WHAT TO WORK ON
Leave out the pictures and copy each record below exactly.

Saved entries
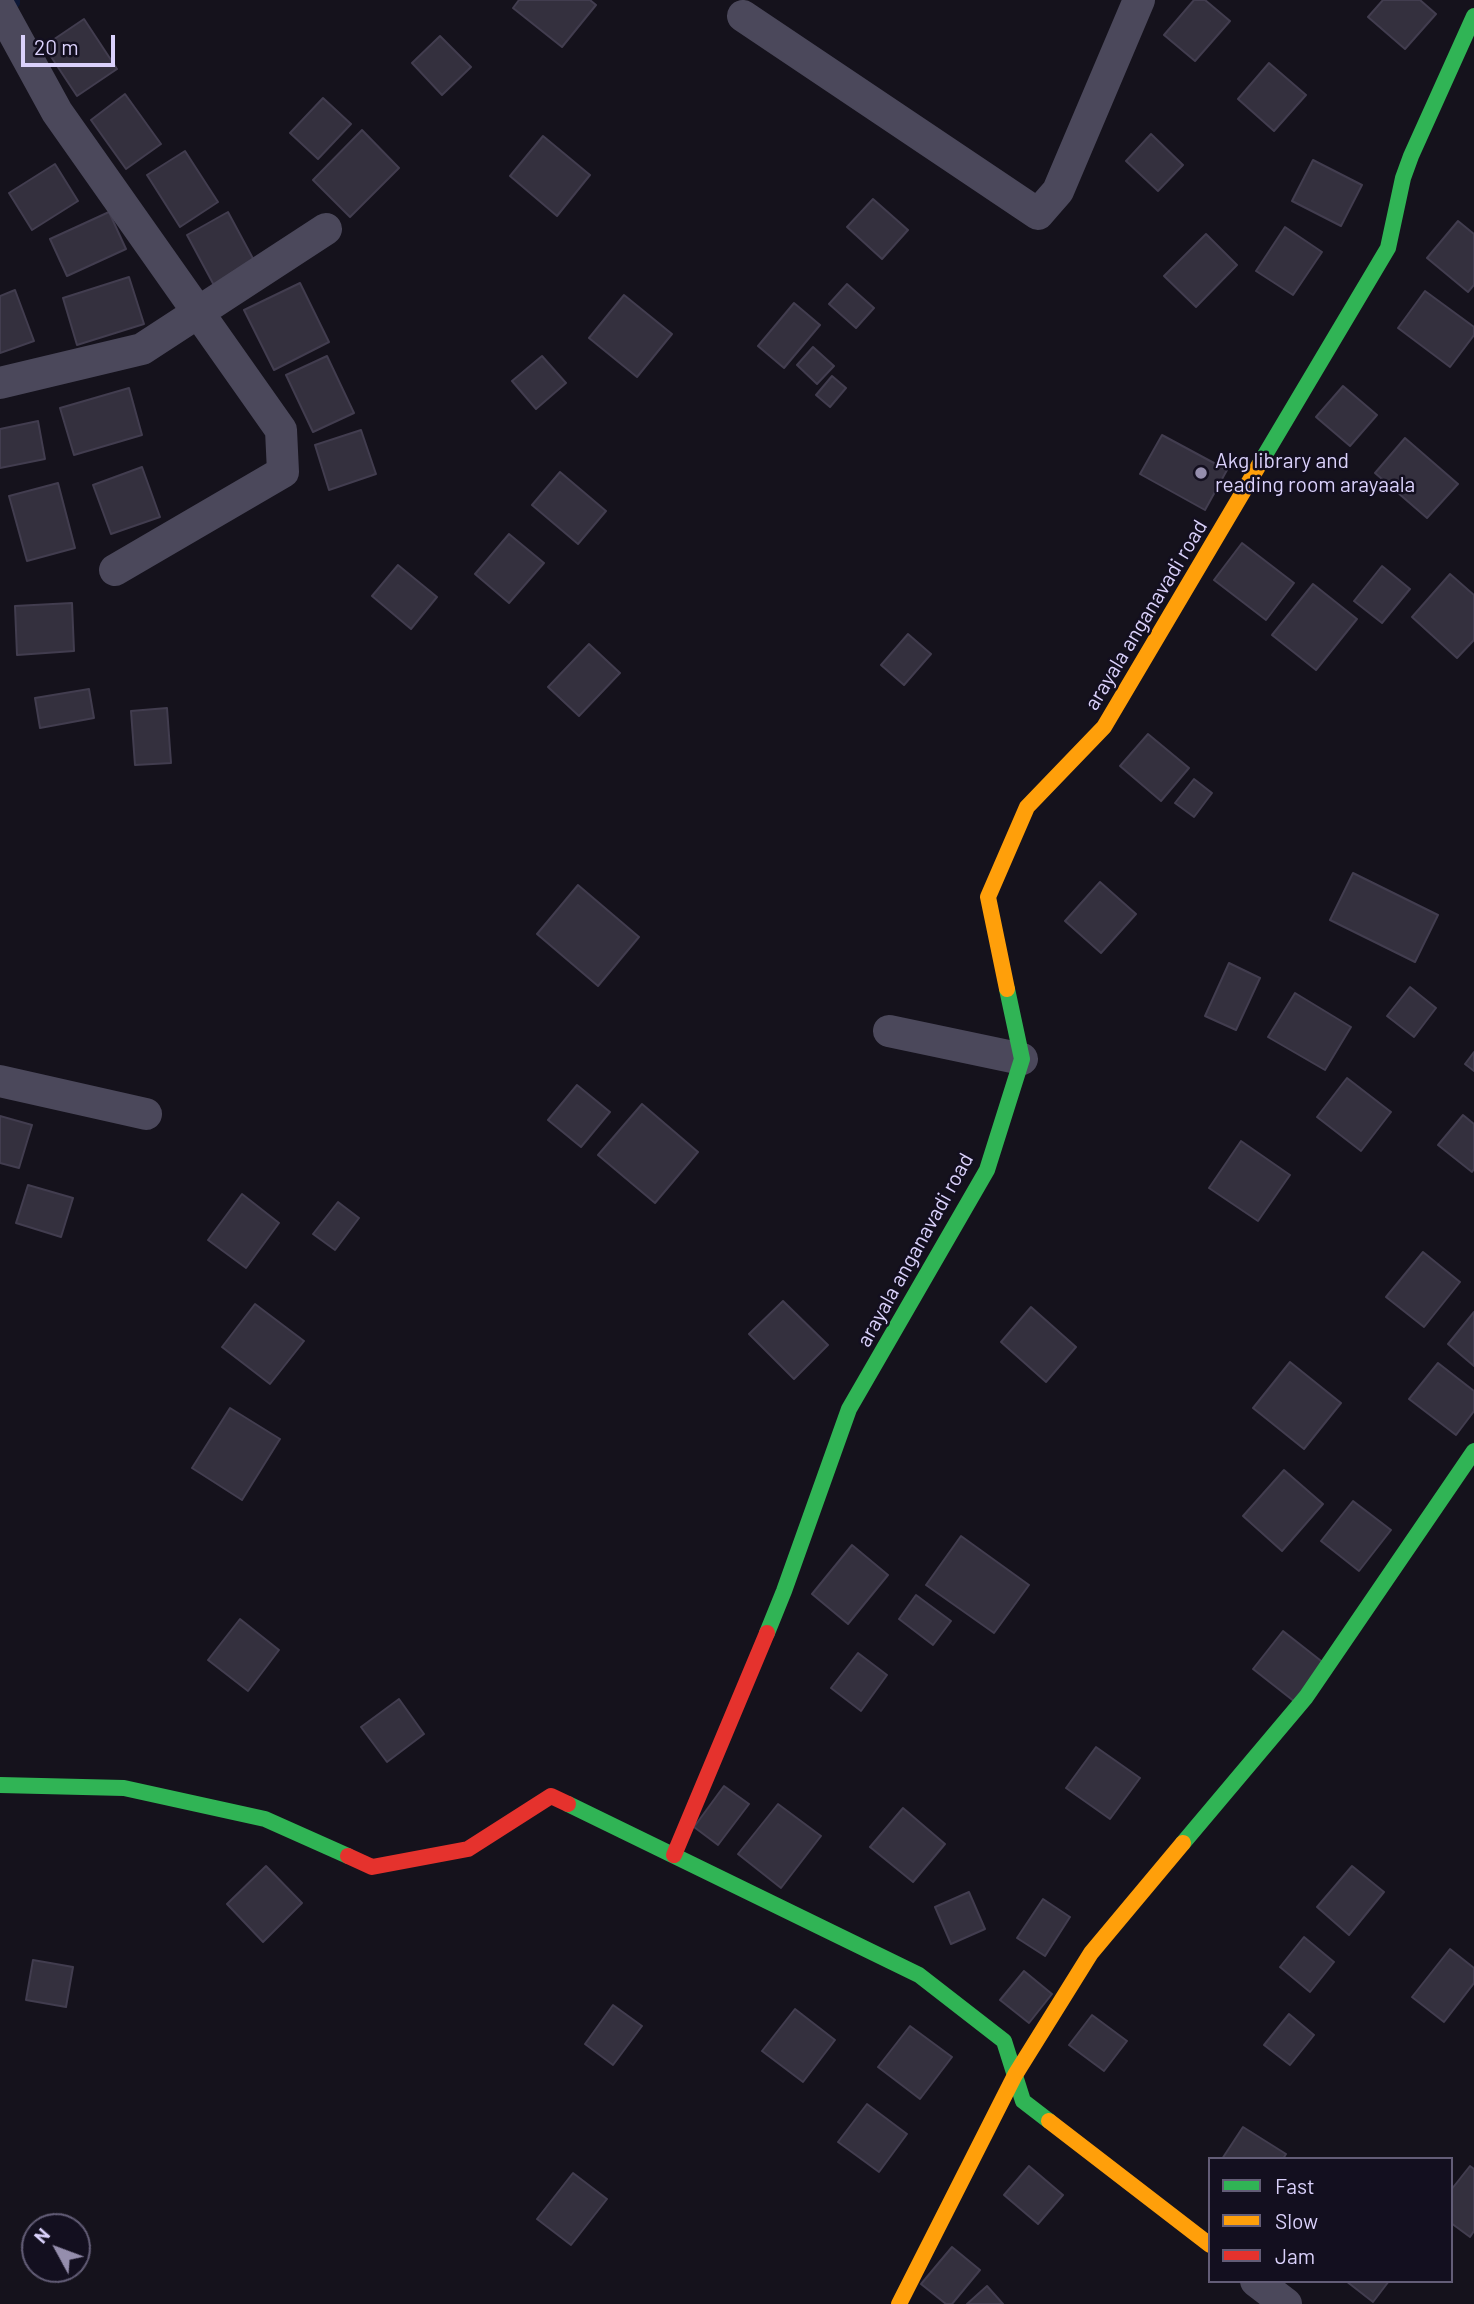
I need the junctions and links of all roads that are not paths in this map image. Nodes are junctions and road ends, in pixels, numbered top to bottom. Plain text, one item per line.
1 (1139, 0) edge
2 (0, 8) edge
3 (744, 16) dead end
4 (1474, 16) edge
5 (326, 229) dead end
6 (199, 311) junction
7 (0, 383) edge
8 (115, 570) dead end
9 (889, 1031) dead end
10 (1023, 1059) junction
11 (0, 1081) edge
12 (146, 1114) dead end
13 (1474, 1451) edge
14 (0, 1785) edge
15 (674, 1855) junction
16 (1015, 2076) junction
17 (1208, 2243) edge
18 (1259, 2283) edge
19 (899, 2304) edge
20 (1286, 2304) edge

1 - 3 street
2 - 6 street
4 - 10 street, arayala anganavadi road
5 - 6 street
6 - 7 street
6 - 8 street
9 - 10 street
10 - 15 street, arayala anganavadi road
11 - 12 street
13 - 16 street
14 - 15 street
15 - 16 street
16 - 17 street
16 - 19 street
18 - 20 street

FINISHED TASK
I need the junctions and links of all roads that are not paths in this map image. Nodes are junctions and road ends, in pixels, numbered top to bottom. Plain text, one item per line.
1 (1139, 0) edge
2 (0, 8) edge
3 (744, 16) dead end
4 (1474, 16) edge
5 (326, 229) dead end
6 (199, 311) junction
7 (0, 383) edge
8 (115, 570) dead end
9 (889, 1031) dead end
10 (1023, 1059) junction
11 (0, 1081) edge
12 (146, 1114) dead end
13 (1474, 1451) edge
14 (0, 1785) edge
15 (674, 1855) junction
16 (1015, 2076) junction
17 (1208, 2243) edge
18 (1259, 2283) edge
19 (899, 2304) edge
20 (1286, 2304) edge

1 - 3 street
2 - 6 street
4 - 10 street, arayala anganavadi road
5 - 6 street
6 - 7 street
6 - 8 street
9 - 10 street
10 - 15 street, arayala anganavadi road
11 - 12 street
13 - 16 street
14 - 15 street
15 - 16 street
16 - 17 street
16 - 19 street
18 - 20 street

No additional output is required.